Tuesday, January 8, 2013

Bob Owens throws his two cents ( or would that be trillion cents?) into the debate about minting a trillion dollar coin to solve the debt limit problem.

This insanity, which apparently is being promoted by serious economists, allows one to judge just exactly how far our government has travelled away from simple common sense.  Not only is it at best a gimmick to allow the government to get around the law on how it spends money, but it is highly dangerous due to the fact that the whole process highlights the lack of any real basis for the value of the  country's currency.

If this doesn't work, then what next?  A quadrillion dollar coin?   Why a coin at all?  Just write the number of the dollars you want to spend on a piece of scrap, and call it good.

Meanwhile, the common people who see what is happening adjust, and organically create their own local currency.

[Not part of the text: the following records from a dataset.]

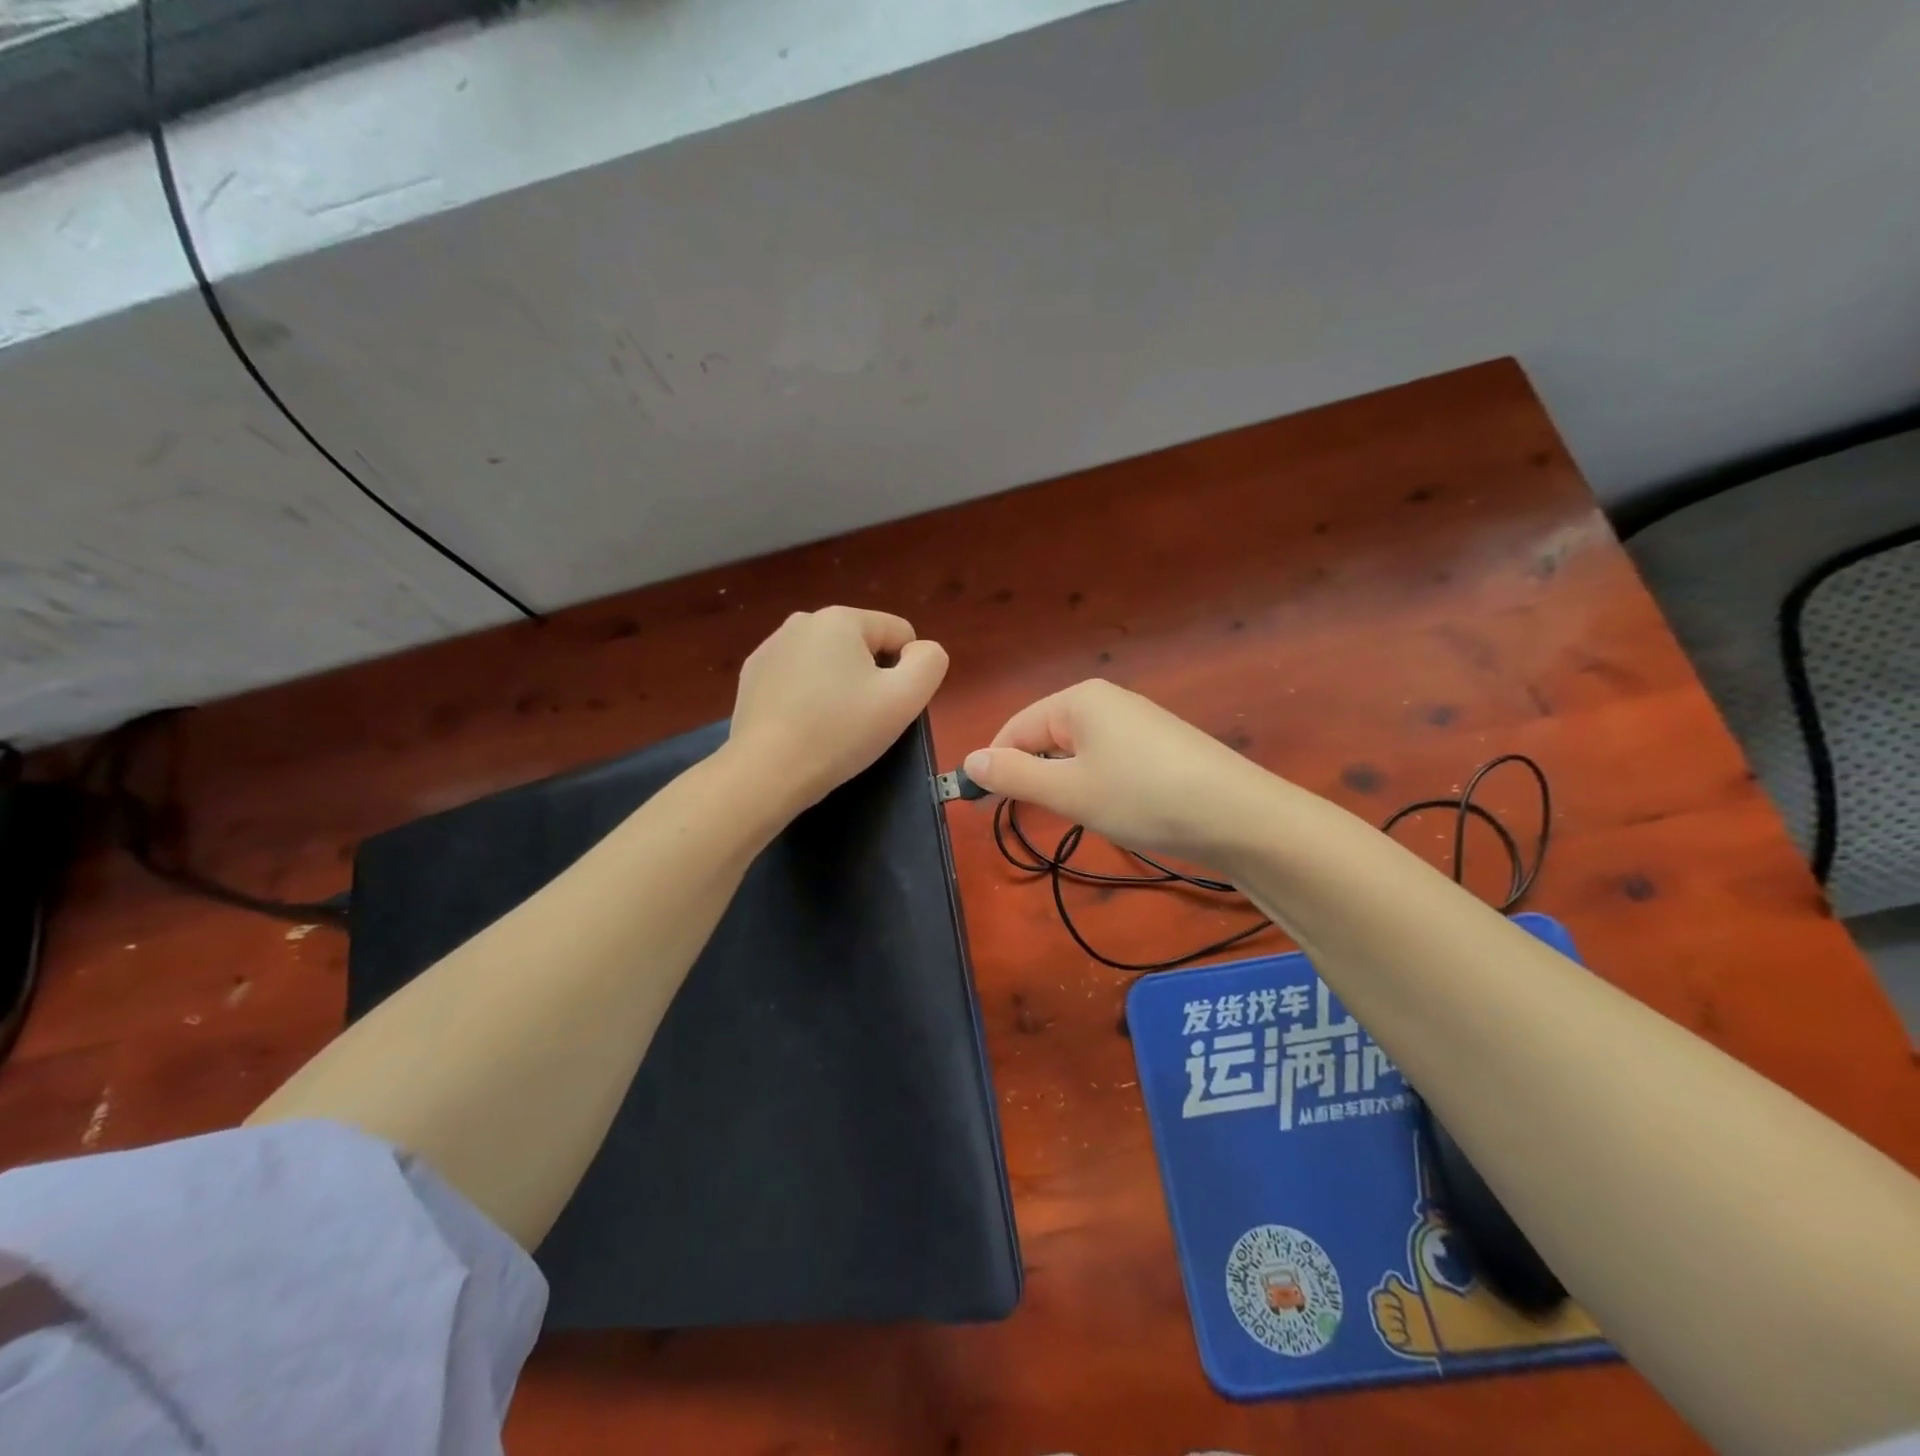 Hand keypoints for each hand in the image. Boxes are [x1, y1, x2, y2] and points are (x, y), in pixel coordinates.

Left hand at [728, 606, 948, 813]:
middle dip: (869, 677)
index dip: (907, 671)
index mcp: (840, 618)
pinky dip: (807, 696)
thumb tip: (921, 651)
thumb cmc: (841, 731)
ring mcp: (770, 647)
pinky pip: (798, 678)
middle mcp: (802, 621)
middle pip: (862, 646)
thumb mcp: (905, 698)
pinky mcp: (751, 676)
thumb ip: (930, 663)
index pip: (899, 633)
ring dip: (838, 686)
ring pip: (828, 662)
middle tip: (862, 720)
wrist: (767, 772)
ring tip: (831, 726)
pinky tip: (802, 727)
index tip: (889, 706)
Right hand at [962, 679, 1272, 867]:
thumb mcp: (1068, 790)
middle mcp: (1106, 700)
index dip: (996, 766)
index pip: (1015, 728)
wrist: (1239, 816)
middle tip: (1037, 816)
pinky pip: (1107, 758)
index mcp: (1078, 699)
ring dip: (1066, 782)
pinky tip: (1114, 808)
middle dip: (1033, 774)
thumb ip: (1014, 774)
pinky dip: (1097, 783)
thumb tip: (968, 760)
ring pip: (1077, 751)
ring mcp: (1137, 721)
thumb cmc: (1142, 797)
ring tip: (1080, 814)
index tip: (984, 807)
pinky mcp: (1160, 745)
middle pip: (1046, 735) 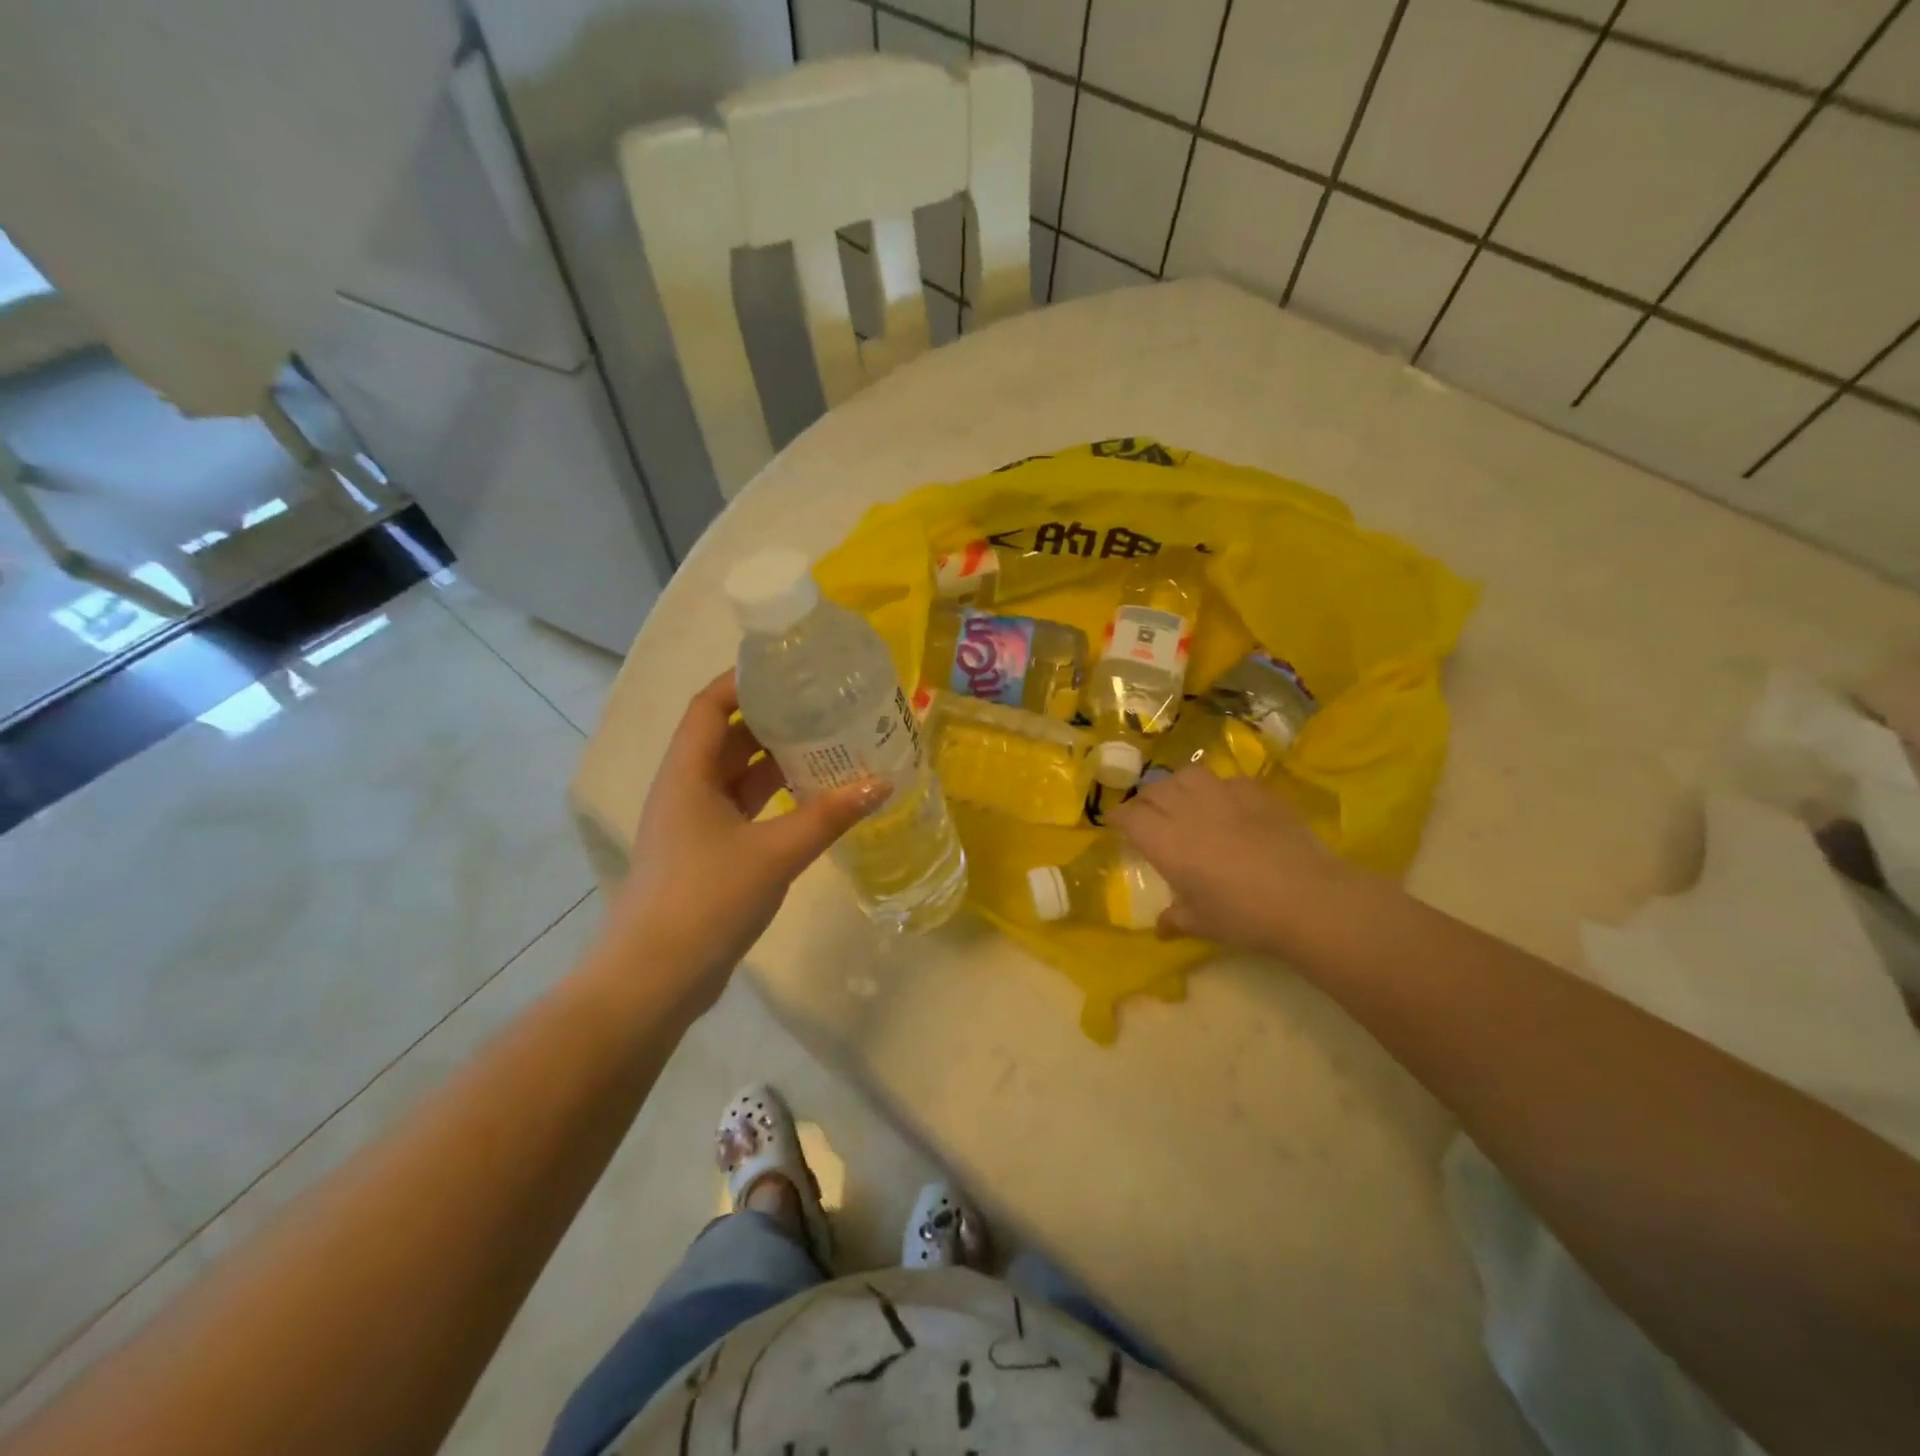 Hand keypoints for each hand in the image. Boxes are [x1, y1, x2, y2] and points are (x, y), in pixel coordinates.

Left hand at [600, 671, 885, 1013]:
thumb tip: (882, 783)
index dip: (742, 681)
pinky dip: (774, 799)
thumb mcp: (775, 852)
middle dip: (770, 719)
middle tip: (822, 706)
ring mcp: (694, 824)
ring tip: (827, 745)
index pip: (709, 706)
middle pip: (726, 737)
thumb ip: (829, 815)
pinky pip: (744, 810)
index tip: (788, 669)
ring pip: (737, 777)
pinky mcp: (707, 854)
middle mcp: (685, 790)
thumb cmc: (707, 899)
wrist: (656, 978)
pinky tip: (814, 799)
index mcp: (687, 774)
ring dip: (776, 761)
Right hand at [1110, 768, 1348, 950]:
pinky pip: (1229, 780)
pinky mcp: (1257, 793)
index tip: (1115, 823)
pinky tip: (1228, 804)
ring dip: (1178, 785)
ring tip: (1184, 799)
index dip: (1119, 817)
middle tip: (1148, 814)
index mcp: (1165, 842)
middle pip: (1155, 790)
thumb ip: (1177, 919)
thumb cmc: (1244, 916)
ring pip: (1188, 774)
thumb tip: (1161, 927)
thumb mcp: (1203, 924)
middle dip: (1146, 800)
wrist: (1307, 898)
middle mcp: (1188, 810)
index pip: (1130, 816)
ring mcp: (1224, 796)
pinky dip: (1220, 789)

In this bustling port city at the foot of Mount Pelion, in the heart of Greece's most fertile plain, locals have come up with a novel way of dealing with austerity – adopting their own alternative currency, known as the Tem. As the country struggles with its worst crisis in modern times, with Greeks losing up to 40% of their disposable income as a result of policies imposed in exchange for international aid, the system has been a huge success. Organisers say some 1,300 people have signed up to the informal bartering network.
For users such as Ioanitou, the currency – a form of community banking monitored exclusively online – is not only an effective antidote to wage cuts and soaring taxes but the "best kind of shopping therapy". "One Tem is the equivalent of one euro. My oil and soap came to 70 Tem and with that I bought oranges, pies, napkins, cleaning products and Christmas decorations," said the mother-of-five. "I've got 30 Tem left over. For women, who are worst affected by unemployment, and don't have kafeneia [coffeehouses] to go to like men, it's like belonging to a hugely supportive association."
Greece's deepening economic crisis has brought new users. With ever more families plunging into poverty and despair, shops, cafes, factories and businesses have also resorted to the system under which goods and services – everything from yoga sessions to healthcare, babysitting to computer support – are traded in lieu of credits.
"For many it plays a double role of supplementing lost income and creating a protective web at this particularly difficult moment in their lives," says Yiannis Grigoriou, a UK-educated sociologist among the network's founders. "The older generation in this country can still remember when bartering was commonplace. In villages you'd exchange milk and goat's cheese for meat and flour."
Other grassroots initiatives have appeared across Greece. Increasingly bereft of social support, or a welfare state able to meet the needs of a growing number of destitute and hungry, locals have set up similar trading networks in the suburbs of Athens, the island of Corfu, the town of Patras and northern Katerini.

Meanwhile, has anyone over here heard of or used bit coin?    Might be something that will have more real purchasing power in the end than a trillion dollar platinum coin.  Or a scrap of paper that purports to be backed by the "full faith and credit" of the U.S. government.